Литературная Газета, 6629 (№ 05/2018) | страница 15
Было бы неправдой, вместе с тем, отрицать всякое отношение «Двенадцати» к политике». И, словно предвидя, какие кривотолки будут идти вокруг его поэмы, добавил: «Посмотрим, что сделает с этим время».
Уже в 1949 году, в Париже, Георгий Иванов писал о том, что вокруг Блока ещё долго будут идти противоречивые толки. Если теперь не идут, то лишь потому, что в России он забыт как «несозвучный эпохе», а в среде эмиграции – «в силу всё возрастающей усталости и равнодушия ко всему, кроме грустно доживаемой жизни». И прозорливо утверждал: «Но когда-нибудь споры о личности Блока вспыхнут с новой силой. Это неизбежно, если Россия останется Россией и русские люди останутся русскими людьми».
А толки и кривотолки вокруг «Двенадцати» начались сразу же после её опубликования. И вызваны они были прежде всего смятённостью душ и расстроенностью сознания. Ведь это было время, когда, по словам Андрея Белого, «появись «Нагорная проповедь» в 1918 году, то и она рассматривалась бы с точки зрения «большевизма» или «антибольшевизма». Люди ведь, как правило, требуют от поэта служения тому, чему они служат сами, – зримому, внешнему миру. А дело поэта неизменно, оно незримо и крылато.

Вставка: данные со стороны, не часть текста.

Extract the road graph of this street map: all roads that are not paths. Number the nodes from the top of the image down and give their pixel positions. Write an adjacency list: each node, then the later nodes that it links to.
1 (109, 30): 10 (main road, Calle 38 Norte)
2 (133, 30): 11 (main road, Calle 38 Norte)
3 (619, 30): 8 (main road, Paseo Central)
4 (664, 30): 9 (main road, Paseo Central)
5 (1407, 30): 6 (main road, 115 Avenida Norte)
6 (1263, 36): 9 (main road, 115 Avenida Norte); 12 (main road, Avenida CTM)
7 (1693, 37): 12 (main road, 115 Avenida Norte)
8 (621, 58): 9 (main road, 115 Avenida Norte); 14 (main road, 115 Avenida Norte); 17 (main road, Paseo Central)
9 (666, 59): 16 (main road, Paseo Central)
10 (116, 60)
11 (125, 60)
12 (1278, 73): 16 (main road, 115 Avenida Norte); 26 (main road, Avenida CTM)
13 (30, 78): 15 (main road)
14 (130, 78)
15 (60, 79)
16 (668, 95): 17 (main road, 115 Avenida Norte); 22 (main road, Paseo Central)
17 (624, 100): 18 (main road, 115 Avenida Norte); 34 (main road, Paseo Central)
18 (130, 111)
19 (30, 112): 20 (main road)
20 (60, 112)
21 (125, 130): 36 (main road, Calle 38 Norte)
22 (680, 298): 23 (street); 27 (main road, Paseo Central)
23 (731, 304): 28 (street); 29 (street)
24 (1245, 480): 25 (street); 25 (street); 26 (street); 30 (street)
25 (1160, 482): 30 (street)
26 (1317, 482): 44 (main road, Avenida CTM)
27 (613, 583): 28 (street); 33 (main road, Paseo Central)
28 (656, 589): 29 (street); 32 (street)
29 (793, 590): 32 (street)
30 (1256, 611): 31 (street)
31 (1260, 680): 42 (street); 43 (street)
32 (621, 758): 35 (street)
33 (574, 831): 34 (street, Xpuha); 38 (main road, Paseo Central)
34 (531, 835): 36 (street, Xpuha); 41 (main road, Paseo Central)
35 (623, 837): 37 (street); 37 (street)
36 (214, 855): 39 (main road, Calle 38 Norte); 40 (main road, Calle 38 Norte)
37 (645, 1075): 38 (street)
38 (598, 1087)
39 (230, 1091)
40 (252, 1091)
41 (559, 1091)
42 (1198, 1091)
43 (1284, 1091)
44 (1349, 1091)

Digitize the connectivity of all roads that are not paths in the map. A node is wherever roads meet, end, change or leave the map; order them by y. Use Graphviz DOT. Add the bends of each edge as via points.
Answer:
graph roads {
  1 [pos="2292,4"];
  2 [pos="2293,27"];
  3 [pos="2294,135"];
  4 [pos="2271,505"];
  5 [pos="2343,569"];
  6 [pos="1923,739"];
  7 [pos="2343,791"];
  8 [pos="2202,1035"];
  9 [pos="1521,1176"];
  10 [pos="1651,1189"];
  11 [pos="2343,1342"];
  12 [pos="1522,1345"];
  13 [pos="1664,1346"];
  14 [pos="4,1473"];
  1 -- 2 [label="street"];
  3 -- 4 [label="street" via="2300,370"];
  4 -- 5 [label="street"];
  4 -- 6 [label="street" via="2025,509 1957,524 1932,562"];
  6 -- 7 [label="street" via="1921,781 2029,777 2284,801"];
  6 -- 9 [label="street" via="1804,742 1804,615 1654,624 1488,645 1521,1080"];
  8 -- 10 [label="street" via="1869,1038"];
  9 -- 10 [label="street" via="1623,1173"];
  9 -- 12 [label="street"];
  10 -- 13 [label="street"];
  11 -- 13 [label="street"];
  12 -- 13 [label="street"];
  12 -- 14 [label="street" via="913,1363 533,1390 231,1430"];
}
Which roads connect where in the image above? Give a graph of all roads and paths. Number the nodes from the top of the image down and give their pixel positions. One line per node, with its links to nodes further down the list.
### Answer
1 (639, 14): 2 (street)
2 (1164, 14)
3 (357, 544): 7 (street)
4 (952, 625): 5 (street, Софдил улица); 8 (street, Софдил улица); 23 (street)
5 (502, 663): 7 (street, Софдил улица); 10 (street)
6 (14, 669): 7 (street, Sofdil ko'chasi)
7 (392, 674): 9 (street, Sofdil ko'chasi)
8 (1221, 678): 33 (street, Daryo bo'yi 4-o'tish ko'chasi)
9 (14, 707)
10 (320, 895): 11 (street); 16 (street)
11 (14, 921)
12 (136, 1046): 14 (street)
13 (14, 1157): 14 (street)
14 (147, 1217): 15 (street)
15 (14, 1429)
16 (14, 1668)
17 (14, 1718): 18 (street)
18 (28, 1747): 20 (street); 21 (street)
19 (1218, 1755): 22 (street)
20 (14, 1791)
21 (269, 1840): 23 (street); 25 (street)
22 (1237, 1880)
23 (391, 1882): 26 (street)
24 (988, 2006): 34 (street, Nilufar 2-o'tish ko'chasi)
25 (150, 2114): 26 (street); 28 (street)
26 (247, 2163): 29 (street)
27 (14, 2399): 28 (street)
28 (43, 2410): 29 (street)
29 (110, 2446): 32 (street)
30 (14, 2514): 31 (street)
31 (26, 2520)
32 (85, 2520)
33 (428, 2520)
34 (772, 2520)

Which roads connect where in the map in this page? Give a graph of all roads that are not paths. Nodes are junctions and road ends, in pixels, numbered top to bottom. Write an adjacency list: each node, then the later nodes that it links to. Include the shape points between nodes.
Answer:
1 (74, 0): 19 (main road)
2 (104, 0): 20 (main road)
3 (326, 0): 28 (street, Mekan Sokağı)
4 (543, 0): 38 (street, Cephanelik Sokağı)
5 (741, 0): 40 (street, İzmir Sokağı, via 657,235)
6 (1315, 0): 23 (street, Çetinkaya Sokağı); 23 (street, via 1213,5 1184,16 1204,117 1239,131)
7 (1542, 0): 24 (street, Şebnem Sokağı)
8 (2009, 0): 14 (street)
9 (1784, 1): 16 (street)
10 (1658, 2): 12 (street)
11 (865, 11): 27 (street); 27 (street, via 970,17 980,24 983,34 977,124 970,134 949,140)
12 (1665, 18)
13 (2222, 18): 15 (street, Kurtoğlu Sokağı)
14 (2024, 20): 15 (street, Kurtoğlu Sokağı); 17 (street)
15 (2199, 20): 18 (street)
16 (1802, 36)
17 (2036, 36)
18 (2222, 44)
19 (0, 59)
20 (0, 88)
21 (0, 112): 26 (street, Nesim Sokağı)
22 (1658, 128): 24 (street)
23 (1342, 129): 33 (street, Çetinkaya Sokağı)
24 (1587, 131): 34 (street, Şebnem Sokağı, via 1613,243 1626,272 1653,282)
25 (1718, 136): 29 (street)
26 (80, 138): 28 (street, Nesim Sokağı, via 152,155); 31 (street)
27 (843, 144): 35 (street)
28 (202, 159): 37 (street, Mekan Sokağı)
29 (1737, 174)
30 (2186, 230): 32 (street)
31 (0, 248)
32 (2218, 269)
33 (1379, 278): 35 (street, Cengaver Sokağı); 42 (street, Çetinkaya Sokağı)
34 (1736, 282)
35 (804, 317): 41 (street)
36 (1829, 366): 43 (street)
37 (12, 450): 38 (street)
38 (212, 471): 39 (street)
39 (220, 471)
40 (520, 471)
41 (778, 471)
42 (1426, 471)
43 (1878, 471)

Но толки вызваны были и самим характером поэмы, тем, что она, как и всякое великое творение, не позволяла рассматривать себя с точки зрения хулы или хвалы действительности. Как, впрочем, и с точки зрения принятия или непринятия революции…
Большевистская власть отнеслась к «Двенадцати» настороженно потому, что, как она считала, Блок ставил старые символы у врат новой действительности. Для тех, кто боролся с большевиками, Блок «кощунствовал», ибо именем Христа освящал революцию, разбойников: «На спину надо б бубновый туз!» И те и другие были по-своему правы в силу своего политического разумения. И те и другие не прозревали того, что было постигнуто и изображено поэтом.
Уже через шесть дней после публикации поэмы, которую жена поэта Любовь Дмитриевна Менделеева читала на поэтических вечерах, А. Блок 9 марта заносит в записную книжку: «О.Д. Каменева (комиссар Театрального отдела) сказала Любе: стихи Александра Александровича («Двенадцать») – очень талантливые, почти гениальное изображение действительности, Анатолий Васильевич (Луначарский) будет о них писать, но читать их не надо (вслух), потому что в них восхваляется то, чего мы, старые социалисты, больше всего боимся. Марксисты умные, – может быть, и правы. Но где же опять художник и его бесприютное дело?»